According to this structure, even when a facing 52 is worn out to cause the deflection load of the diaphragm spring 56 to increase at time of clutch engagement, the deflection load of the coned disc spring 61 is thereby increased to urge an inner peripheral part 56c of the diaphragm spring 56 toward the pressure plate in axial direction, so that its outer peripheral part 56d is urged toward the clutch cover in axial direction. Consequently, the increase in pressing force exerted from the diaphragm spring 56 onto the pressure plate 53 is controlled.
FIG. 14 shows deflection/load characteristics of the diaphragm spring 56 and the coned disc spring 61 of the embodiment of FIG. 13. An arrow in parallel with an axis of abscissa indicates an increasing direction of deflection of the diaphragm spring 56 and a decreasing direction of deflection of the coned disc spring 61, respectively. PS represents a pressing load characteristic of the diaphragm spring 56 on the pressure plate 53, and PL represents a characteristic of load required when releasing the diaphragm spring 56 by a release bearing mechanism i.e. a releasing load characteristic. C1 and C2 represent load characteristics of the coned disc spring 61. As described above, the increase in pressing load of the diaphragm spring 56 on the pressure plate 53 is offset by the deflection load of the coned disc spring 61. Namely, PS is offset by C1 to be changed to a curve as shown by a broken line A.

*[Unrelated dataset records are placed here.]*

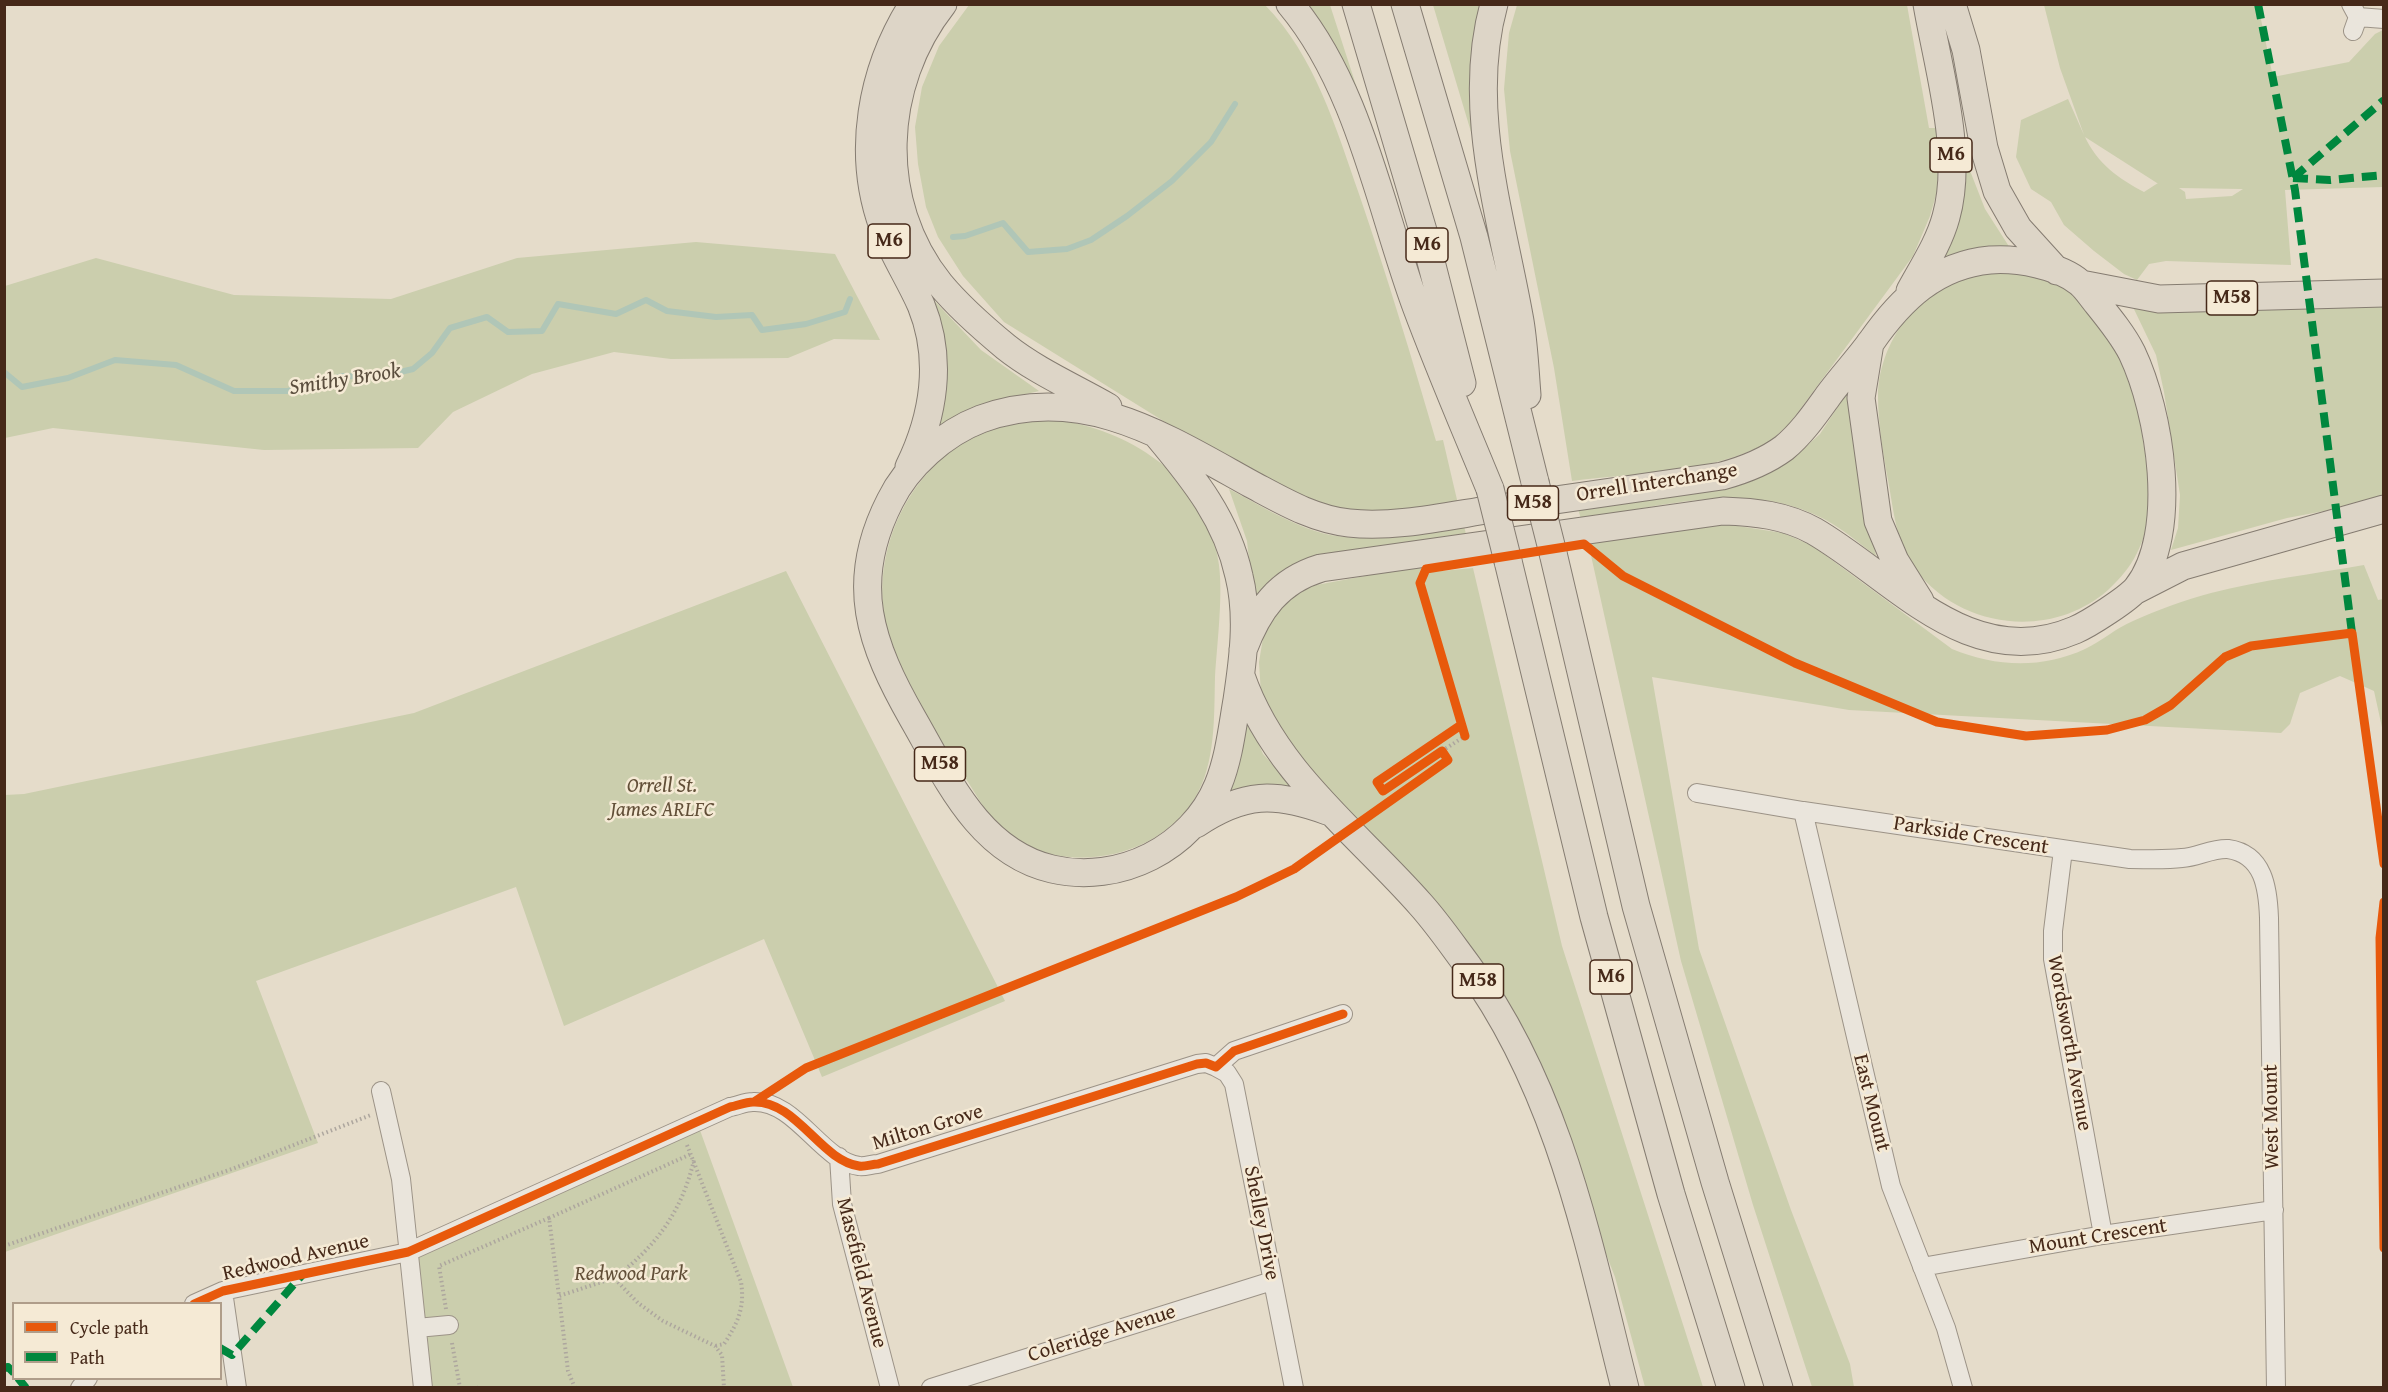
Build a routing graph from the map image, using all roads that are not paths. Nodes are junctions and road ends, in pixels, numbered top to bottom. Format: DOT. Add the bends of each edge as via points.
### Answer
graph roads {
  1 [pos="913,4"];
  2 [pos="943,4"];
  3 [pos="1290,4"];
  4 [pos="1356,4"];
  5 [pos="1405,4"];
  6 [pos="1494,4"];
  7 [pos="1927,4"];
  8 [pos="1952,4"];
  9 [pos="2354,18"];
  10 [pos="2384,19"];
  11 [pos="2057,271"];
  12 [pos="2081,284"];
  13 [pos="2384,293"];
  14 [pos="1907,297"];
  15 [pos="1870,343"];
  16 [pos="1148,430"];
  17 [pos="906,474"];
  18 [pos="1535,482"];
  19 [pos="1490,489"];
  20 [pos="2384,509"];
  21 [pos="2136,590"];
  22 [pos="1924,608"];
  23 [pos="1242,663"];
  24 [pos="1697,793"];
  25 [pos="1327,811"];
  26 [pos="1803,811"];
  27 [pos="1194,825"];
  28 [pos="2063,850"];
  29 [pos="2244,855"];
  30 [pos="1343,1014"];
  31 [pos="1216,1067"];
  32 [pos="381,1091"];
  33 [pos="839,1157"];
  34 [pos="2274,1210"];
  35 [pos="2103,1235"];
  36 [pos="408,1252"];
  37 [pos="1922,1267"];
  38 [pos="1272,1281"];
  39 [pos="223,1291"];
  40 [pos="198,1302"];
  41 [pos="449,1325"];
  42 [pos="417,1328"];
  43 [pos="237,1388"];
  44 [pos="423,1388"];
  45 [pos="890,1388"];
  46 [pos="931,1388"];
  47 [pos="1294,1388"];
  48 [pos="1624,1388"];
  49 [pos="1731,1388"];
  50 [pos="1779,1388"];
  51 [pos="1964,1388"];
  52 [pos="2277,1388"];
  1 -- 17 [label="highway, M6" via="892,41 881,71 874,99 870,150 880,217 920,303 931,337 931,408"];
  2 -- 16 [label="highway, M6" via="916,44 895,111 893,170 912,235 940,284 1008,348"];
  3 -- 19 [label="highway, M6" via="1313,36 1349,109 1416,305"];
  4 -- 19 [label="highway, M6" via="1424,234"];
  5 -- 18 [label="highway, M6" via="1474,237"];
  6 -- 18 [label="highway, M6" via="1484,52 1487,143 1521,323"];
  7 -- 14 [label="highway, M6" via="1946,116 1952,183 1940,234"];
  8 -- 11 [label="highway, M6" via="1997,191 2018,228"];
  9 -- 10 [label="street"];
  11 -- 12 [label="highway, Orrell Interchange / M58"];
  11 -- 14 [label="highway, Orrell Interchange / M58" via="2001,259 1973,263 1940,274"];
  12 -- 13 [label="highway, M58" via="2159,299"];
  12 -- 21 [label="highway, Orrell Interchange / M58" via="2127,343 2142,376 2154,420 2162,520 2156,551"];
  14 -- 15 [label="highway, Orrell Interchange / M58"];
  15 -- 16 [label="highway, Orrell Interchange / M58" via="1797,437 1751,467 1722,476 1445,516 1369,524 1319,517"];
  15 -- 22 [label="highway, Orrell Interchange / M58" via="1861,398 1878,521 1895,561"];
  16 -- 17 [label="highway, Orrell Interchange / M58" via="1099,411 1065,405 1026,407 999,412 953,434"];
  16 -- 23 [label="highway, Orrell Interchange / M58" via="1193,478 1227,536 1242,589"];
  17 -- 27 [label="highway, Orrell Interchange / M58" via="883,514 873,545 867,585 872,630 890,678 971,816 993,840 1018,857 1068,873 1128,866 1163,849"];
  18 -- 50 [label="highway, M6, bridge" via="1636,906 1714,1182"];
  19 -- 49 [label="highway, M6, bridge" via="1594,917 1671,1194"];
  20 -- 21 [label="highway, M58" via="2183,566"];
  21 -- 22 [label="highway, Orrell Interchange / M58" via="2075,630 2026,642 1983,637"];
  22 -- 23 [label="highway, Orrell Interchange / M58" via="1813,531 1759,512 1723,511 1321,568 1299,576 1272,596 1254,622"];
  23 -- 25 [label="highway, M58" via="1250,702 1267,735"];
  23 -- 27 [label="highway, Orrell Interchange / M58" via="1225,764 1211,800"];
  24 -- 26 [label="street, Parkside Crescent"];
  25 -- 27 [label="highway, M58" via="1296,800 1271,797 1245,800"];
  25 -- 48 [label="highway, M58" via="1428,914 1469,968 1533,1075 1572,1186"];
  26 -- 28 [label="street, Parkside Crescent"];
  26 -- 37 [label="street, East Mount" via="1886,1165"];
  28 -- 29 [label="street, Parkside Crescent" via="2140,859 2184,858 2227,849"];
  28 -- 35 [label="street, Wordsworth Avenue" via="2053,960"];
  29 -- 34 [label="street, West Mount" via="2260,869 2268,889"];
  30 -- 31 [label="street" via="1234,1051"];
  31 -- 33 [label="street, Milton Grove" via="1197,1064 878,1164 861,1166"];
  31 -- 38 [label="street, Shelley Drive" via="1227,1073 1234,1084"];
  32 -- 36 [label="street" via="401,1179"];
  33 -- 36 [label="street, Milton Grove" via="774,1107 754,1102 730,1107"];
  33 -- 45 [label="street, Masefield Avenue" via="842,1204"];
  34 -- 35 [label="street, Mount Crescent"];
  34 -- 52 [label="street, West Mount"];
  35 -- 37 [label="street, Mount Crescent"];
  36 -- 39 [label="street, Redwood Avenue"];
  36 -- 42 [label="street"];
  37 -- 51 [label="street, East Mount"];
  38 -- 46 [label="street, Coleridge Avenue"];
  38 -- 47 [label="street, Shelley Drive"];
  39 -- 40 [label="street, Redwood Avenue"];
  39 -- 43 [label="street"];
  41 -- 42 [label="street"];
  42 -- 44 [label="street"];
}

Paying attention to the releasing load characteristic PL, however, when releasing the diaphragm spring 56 by pushing its inner peripheral edge toward the flywheel in an axial direction, a clearance is produced between the inner peripheral part 56c and the inner peripheral edge of the coned disc spring 61 due to the deflection of the inner peripheral part 56c of the diaphragm spring 56. Thus, the coned disc spring 61 works later than PS by a time corresponding to L1, FIG. 14. Namely, PL is offset by C2, changed to a curve as shown by a broken line B. Accordingly, this structure included such disadvantage that the effect of decreasing the releasing load i.e. the required treading force of clutch pedal was minimized. Further, in the clutch cover assembly having the foregoing structure, the coned disc spring 61, having a deflection/load characteristic in which the deflection load does not become zero even after it increases and then decreases, is used in order to avoid a phenomenon where the coned disc spring 61 springs back, due to excessive deflection, and does not operate thereafter. That is, the load does not become zero at a portion X as shown by C1 and C2, FIG. 14, in the coned disc spring 61 For this reason, a wear allowance (W1 in the figure) when using the coned disc 61 became smaller than a wear allowance (W2 in the figure) when not using the coned disc spring 61, shortening the service life of the clutch.